Le Royaume-Uni au bord de la sécession
Romain Rénier
Romain Rénier
Le « splendide isolement » britannique ne date pas d'hier. Évoqué pour la première fois en 1896 par lord Goschen, il a repris de la vigueur cette année. Lors du sommet européen du 9 décembre, David Cameron a dit « non » à l'Europe.
En cause, la volonté des 26 autres membres de l'Union européenne d'avancer vers une union fiscale, prémices à une gouvernance économique commune. De quoi poser à nouveau la question : le Royaume-Uni, entré dans la Communauté économique européenne en 1973, souhaite-t-il vraiment rester dans l'Union européenne ? Après s'être opposé au Système monétaire européen et à la Politique agricole commune par le célèbre « I want my money back » de Margaret Thatcher, le Royaume-Uni a tourné le dos à la monnaie unique en 1991. L'adhésion à l'euro avait pourtant été évoquée en 1997. Mais aujourd'hui, 65 % des Britanniques prévoient la disparition de l'euro. Et à la City, on freine des quatre fers face à la mainmise potentielle de Bruxelles sur la finance.

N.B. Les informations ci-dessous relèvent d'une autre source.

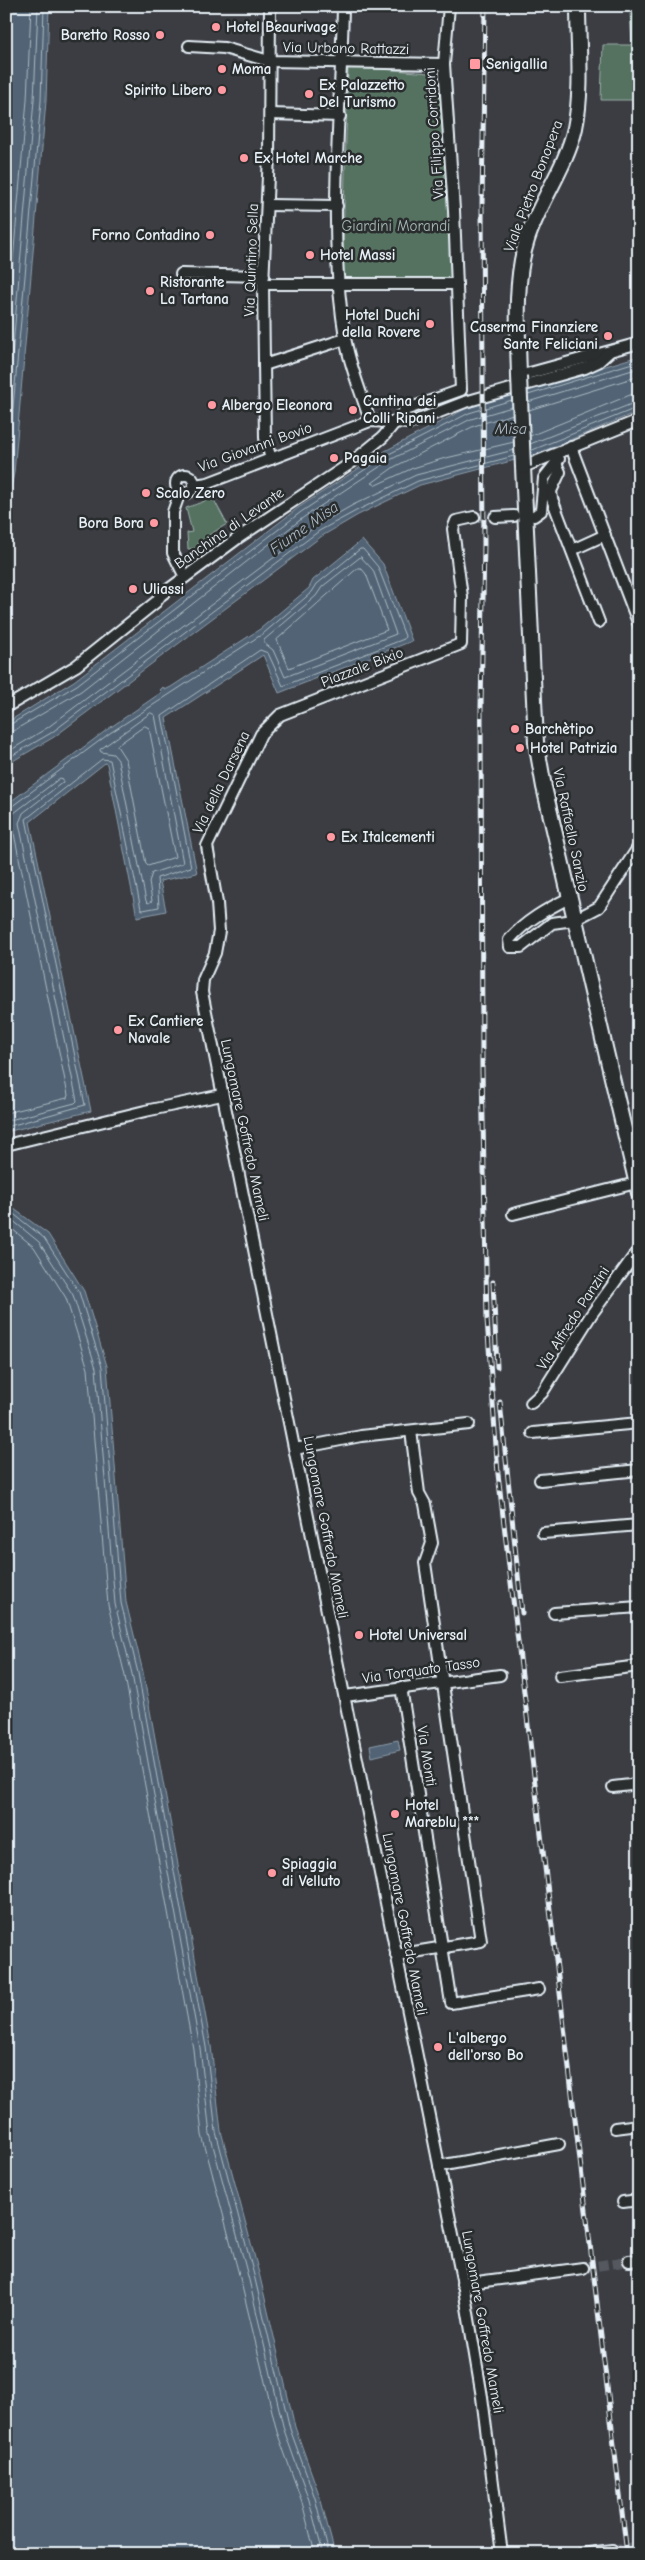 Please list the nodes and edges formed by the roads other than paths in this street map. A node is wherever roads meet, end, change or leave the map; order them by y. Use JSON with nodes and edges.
{"nodes":[{"id":1,"x":270,"y":6,"type":"edge"},
{"id":2,"x":343,"y":6,"type":"edge"},
{"id":3,"x":449,"y":6,"type":"edge"},
{"id":4,"x":578,"y":6,"type":"edge"},
{"id":5,"x":189,"y":46,"type":"dead end"},
{"id":6,"x":269,"y":61,"type":"junction"},
{"id":7,"x":342,"y":63,"type":"junction"},
{"id":8,"x":444,"y":64,"type":"junction"},
{"id":9,"x":270,"y":114,"type":"junction"},
{"id":10,"x":340,"y":116,"type":"junction"},
{"id":11,"x":268,"y":205,"type":"junction"},
{"id":12,"x":337,"y":206,"type":"junction"},
{"id":13,"x":181,"y":274,"type":"dead end"},
{"id":14,"x":264,"y":280,"type":"junction"},
{"id":15,"x":457,"y":284,"type":"junction"},
{"id":16,"x":338,"y":285,"type":"junction"},
{"id":17,"x":345,"y":340,"type":"junction"},
{"id":18,"x":639,"y":343,"type":"edge"},
{"id":19,"x":609,"y":352,"type":"junction"},
{"id":20,"x":264,"y":365,"type":"junction"},
{"id":21,"x":518,"y":376,"type":"junction"},
{"id":22,"x":639,"y":420,"type":"edge"},
{"id":23,"x":370,"y":421,"type":"junction"},
{"id":24,"x":393,"y":423,"type":"junction"},
{"id":25,"x":571,"y":447,"type":"junction"},
{"id":26,"x":560,"y":452,"type":"junction"},
{"id":27,"x":271,"y":459,"type":"junction"},
{"id":28,"x":556,"y":464,"type":"junction"},
{"id":29,"x":522,"y":467,"type":"junction"},
{"id":30,"x":194,"y":485,"type":"junction"},
{"id":31,"x":180,"y":492,"type":"junction"},
{"id":32,"x":494,"y":516,"type":"tunnel mouth"},
{"id":33,"x":514,"y":516,"type":"dead end"},
{"id":34,"x":534,"y":516,"type":"dead end"},
{"id":35,"x":474,"y":517,"type":"tunnel mouth"},
{"id":36,"x":604,"y":535,"type":"junction"},
{"id":37,"x":572,"y":550,"type":"junction"},
{"id":38,"x":186,"y":576,"type":"junction"},
{"id":39,"x":599,"y":622,"type":"dead end"},
{"id":40,"x":639,"y":625,"type":"edge"},
{"id":41,"x":6,"y":707,"type":"edge"},
{"id":42,"x":275,"y":719,"type":"joint"},
{"id":43,"x":639,"y":846,"type":"edge"},
{"id":44,"x":569,"y":898,"type":"junction"},
{"id":45,"x":574,"y":920,"type":"junction"},
{"id":46,"x":203,"y":980,"type":"joint"},
{"id":47,"x":222,"y":1095,"type":"junction"},
{"id":48,"x":632,"y":1144,"type":"edge"},
{"id":49,"x":6,"y":1145,"type":"edge"},
{"id":50,"x":638,"y":1185,"type":"edge"},
{"id":51,"x":513,"y":1214,"type":"dead end"},
{"id":52,"x":639,"y":1249,"type":"edge"},
{"id":53,"x":532,"y":1402,"type":"dead end"},
{"id":54,"x":639,"y":1423,"type":"edge"},
{"id":55,"x":469,"y":1424,"type":"dead end"},
{"id":56,"x":411,"y":1431,"type":"junction"},
{"id":57,"x":533,"y":1433,"type":"dead end"},
{"id":58,"x":295,"y":1449,"type":"junction"},
{"id":59,"x":639,"y":1470,"type":"edge"},
{"id":60,"x":540,"y":1480,"type":"dead end"},
{"id":61,"x":639,"y":1525,"type":"edge"},
{"id":62,"x":543,"y":1533,"type":"dead end"},
{"id":63,"x":639,"y":1607,"type":"edge"},
{"id":64,"x":554,"y":1613,"type":"dead end"},
{"id":65,"x":639,"y":1666,"type":"edge"},
{"id":66,"x":500,"y":1674,"type":"dead end"},
{"id":67,"x":560,"y":1676,"type":"dead end"},
{"id":68,"x":443,"y":1682,"type":"junction"},
{"id":69,"x":401,"y":1687,"type":"junction"},
{"id":70,"x":345,"y":1696,"type":"junction"},
{"id":71,"x":639,"y":1784,"type":"edge"},
{"id":72,"x":613,"y":1787,"type":"dead end"},
{"id":73,"x":441,"y":1948,"type":"junction"},
{"id":74,"x":396,"y":1955,"type":"junction"},
{"id":75,"x":539,"y":1989,"type":"dead end"},
{"id":76,"x":639,"y":2125,"type":"edge"},
{"id":77,"x":615,"y":2128,"type":"dead end"},
{"id":78,"x":559,"y":2144,"type":"dead end"},
{"id":79,"x":439,"y":2166,"type":"junction"},
{"id":80,"x":639,"y":2200,"type":"edge"},
{"id":81,"x":623,"y":2202,"type":"dead end"},
{"id":82,"x":583,"y":2268,"type":"tunnel mouth"},
{"id":83,"x":462,"y":2284,"type":"junction"},
{"id":84,"x":612,"y":2550,"type":"dead end"},
{"id":85,"x":502,"y":2554,"type":"edge"},
{"id":86,"x":581,"y":2554,"type":"edge"}],
"edges":[{"from":1,"to":6,"type":"street","name":"Via Quintino Sella"},
{"from":2,"to":7,"type":"street"},
{"from":3,"to":8,"type":"street","name":"Via Filippo Corridoni"},
{"from":4,"to":21,"type":"main road","name":"Viale Pietro Bonopera"},
{"from":5,"to":6,"type":"street","name":"Via Urbano Rattazzi"},
{"from":6,"to":7,"type":"street","name":"Via Urbano Rattazzi"},
{"from":6,"to":9,"type":"street","name":"Via Quintino Sella"},
{"from":7,"to":8,"type":"street","name":"Via Urbano Rattazzi"},
{"from":7,"to":10,"type":"street"},
{"from":8,"to":15,"type":"street","name":"Via Filippo Corridoni"},
{"from":9,"to":10,"type":"street"},
{"from":9,"to":11,"type":"street","name":"Via Quintino Sella"},
{"from":10,"to":12,"type":"street"},
{"from":11,"to":12,"type":"street"},
{"from":11,"to":14,"type":"street","name":"Via Quintino Sella"},
{"from":12,"to":16,"type":"street"},
{"from":13,"to":14,"type":"street"},
{"from":14,"to":16,"type":"street"},
{"from":14,"to":20,"type":"street","name":"Via Quintino Sella"},
{"from":15,"to":16,"type":"street"},
{"from":15,"to":24,"type":"street","name":"Via Filippo Corridoni"},
{"from":16,"to":17,"type":"street"},
{"from":17,"to":20,"type":"street"},
{"from":17,"to":23,"type":"street"},
{"from":18,"to":19,"type":"street"},
{"from":19,"to":21,"type":"street"},
{"from":19,"to":24,"type":"street","name":"Via Giovanni Bovio"},
{"from":20,"to":27,"type":"street","name":"Via Quintino Sella"},
{"from":21,"to":29,"type":"main road","name":"Via Raffaello Sanzio","bridge":true},
{"from":22,"to":25,"type":"street"},
{"from":23,"to":24,"type":"street","name":"Via Giovanni Bovio"},
{"from":23,"to":27,"type":"street","name":"Via Giovanni Bovio"},
{"from":24,"to":38,"type":"street","name":"Banchina di Levante"},
{"from":25,"to":26,"type":"street"},
{"from":25,"to":36,"type":"street"},
{"from":26,"to":28,"type":"street"},
{"from":26,"to":29,"type":"street"},
{"from":27,"to":30,"type":"street","name":"Via Giovanni Bovio"},
{"from":28,"to":34,"type":"street"},
{"from":28,"to":37,"type":"street"},
{"from":29,"to":44,"type":"main road","name":"Via Raffaello Sanzio"},
{"from":30,"to":31,"type":"street"},
{"from":30,"to":31,"type":"street"},
{"from":31,"to":38,"type":"street"},
{"from":32,"to":33,"type":"street"},
{"from":35,"to":42,"type":"street","name":"Piazzale Bixio"},
{"from":36,"to":37,"type":"street"},
{"from":36,"to":40,"type":"street"},
{"from":37,"to":39,"type":"street"},
{"from":38,"to":41,"type":"street","name":"Banchina di Levante"},
{"from":42,"to":46,"type":"street","name":"Via della Darsena"},
{"from":43,"to":45,"type":"street"},
{"from":44,"to":45,"type":"main road","name":"Via Raffaello Sanzio"},
{"from":44,"to":45,"type":"street"},
{"from":45,"to":48,"type":"main road","name":"Via Raffaello Sanzio"},
{"from":46,"to":47,"type":"street","name":"Lungomare Goffredo Mameli"},
{"from":47,"to":49,"type":"street"},
{"from":47,"to":58,"type":"street","name":"Lungomare Goffredo Mameli"},
{"from":48,"to":50,"type":"main road","name":"Via Raffaello Sanzio"},
{"from":50,"to":51,"type":"street"},
{"from":52,"to":53,"type":"street","name":"Via Alfredo Panzini"},
{"from":54,"to":57,"type":"street"},
{"from":55,"to":56,"type":"street"},
{"from":56,"to":58,"type":"street"},
{"from":56,"to":68,"type":"street"},
{"from":58,"to":70,"type":"street","name":"Lungomare Goffredo Mameli"},
{"from":59,"to":60,"type":"street"},
{"from":61,"to":62,"type":"street"},
{"from":63,"to":64,"type":"street"},
{"from":65,"to":67,"type":"street"},
{"from":66,"to":68,"type":"street","name":"Via Torquato Tasso"},
{"from":68,"to":69,"type":"street","name":"Via Torquato Tasso"},
{"from":68,"to":73,"type":"street"},
{"from":69,"to":70,"type":"street","name":"Via Torquato Tasso"},
{"from":69,"to":73,"type":"street","name":"Via Monti"},
{"from":70,"to":74,"type":"street","name":"Lungomare Goffredo Mameli"},
{"from":71,"to":72,"type":"street"},
{"from":73,"to":74,"type":"street"},
{"from":73,"to":75,"type":"street","name":"Via Monti"},
{"from":74,"to":79,"type":"street","name":"Lungomare Goffredo Mameli"},
{"from":76,"to":77,"type":"street"},
{"from":78,"to":79,"type":"street"},
{"from":79,"to":83,"type":"street","name":"Lungomare Goffredo Mameli"},
{"from":80,"to":81,"type":"street"},
{"from":82,"to":83,"type":"street"},
{"from":83,"to":85,"type":"street","name":"Lungomare Goffredo Mameli"},
{"from":84,"to":86,"type":"street"}]}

De quoi conforter David Cameron dans son opposition à la négociation d'un nouveau traité. D'abord agacés par le veto opposé par Londres, les Vingt-Six ont choisi de s'entendre sans le Royaume-Uni.
Mais, largement dépendante de l'Union européenne, qui absorbe plus de la moitié de ses exportations, l'île n'a pas intérêt à s'éloigner de ses partenaires. D'autant que, d'après l'Institute for Public Policy Research, l'économie britannique n'est pas mieux lotie que celle de ses voisins, et devrait entrer en récession en 2012.